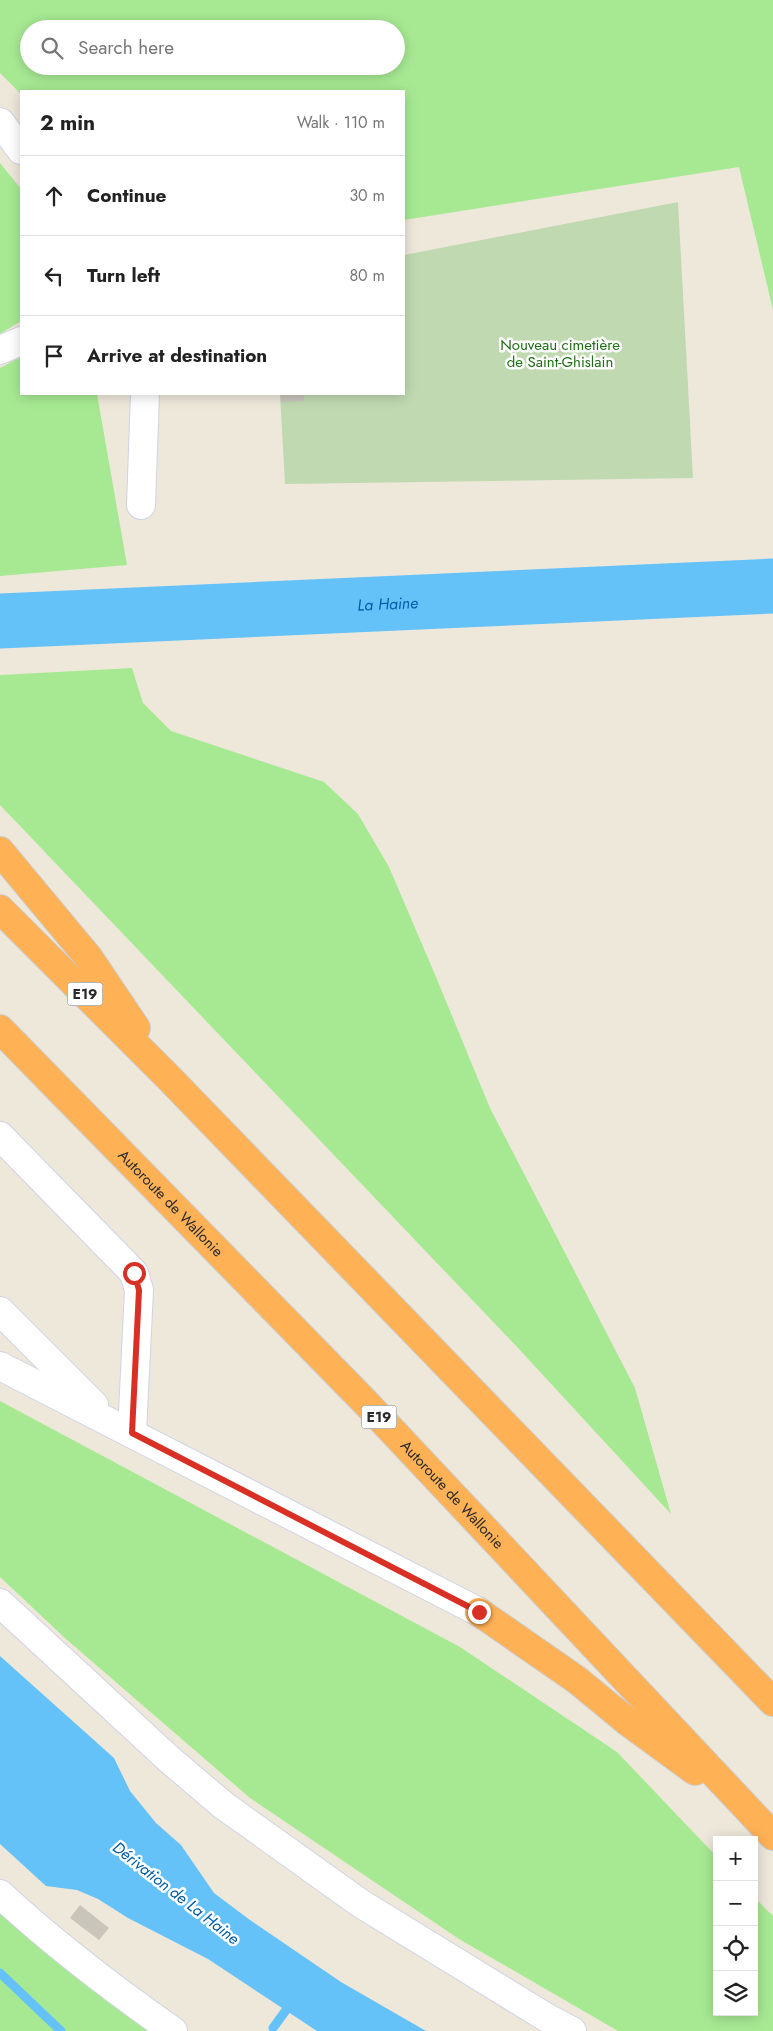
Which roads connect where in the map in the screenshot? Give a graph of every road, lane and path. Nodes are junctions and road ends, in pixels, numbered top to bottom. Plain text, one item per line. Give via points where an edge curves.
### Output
1 (0, 122) edge
2 (20, 149) edge
3 (20, 342) edge
4 (0, 350) edge
5 (145, 395) edge
6 (141, 505) dead end
7 (0, 851) edge
8 (0, 909) edge
9 (0, 1029) edge
10 (170, 1079) junction
11 (0, 1136) edge
12 (0, 1311) edge
13 (0, 1366) edge
14 (121, 1427) junction
15 (0, 1603) edge
16 (479, 1612) joint
17 (773, 1702) edge
18 (751, 1812) junction
19 (773, 1836) edge
20 (0, 1894) edge
21 (173, 2031) edge
22 (572, 2031) edge

1 - 2 street
3 - 4 street
5 - 6 street
7 - 10 highway via 89,958
8 - 10 highway, E19
9 - 18 highway, Autoroute de Wallonie / E19 via 367,1404
10 - 17 highway, E19
11 - 14 street via 134,1273 139,1290
12 - 14 street
13 - 14 street
14 - 16 street
15 - 22 street via 223,1805 360,1903
16 - 18 highway via 577,1680 628,1722
18 - 19 highway, Autoroute de Wallonie / E19
20 - 21 street via 35,1927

INSTRUCTIONS FOR THE TASK >> Each record above should be duplicated word for word, with no pictures included.

RESULT FOR THIS TASK >>
Which roads connect where in the map in the screenshot? Give a graph of every road, lane and path. Nodes are junctions and road ends, in pixels, numbered top to bottom. Plain text, one item per line. Give via points where an edge curves.
### Output
1 (0, 122) edge
2 (20, 149) edge
3 (20, 342) edge
4 (0, 350) edge
5 (145, 395) edge
6 (141, 505) dead end
7 (0, 851) edge
8 (0, 909) edge
9 (0, 1029) edge
10 (170, 1079) junction
11 (0, 1136) edge
12 (0, 1311) edge
13 (0, 1366) edge
14 (121, 1427) junction
15 (0, 1603) edge
16 (479, 1612) joint
17 (773, 1702) edge
18 (751, 1812) junction
19 (773, 1836) edge
20 (0, 1894) edge
21 (173, 2031) edge
22 (572, 2031) edge

1 - 2 street
3 - 4 street
5 - 6 street
7 - 10 highway via 89,958
8 - 10 highway, E19
9 - 18 highway, Autoroute de Wallonie / E19 via 367,1404
10 - 17 highway, E19
11 - 14 street via 134,1273 139,1290
12 - 14 street
13 - 14 street
14 - 16 street
15 - 22 street via 223,1805 360,1903
16 - 18 highway via 577,1680 628,1722
18 - 19 highway, Autoroute de Wallonie / E19
20 - 21 street via 35,1927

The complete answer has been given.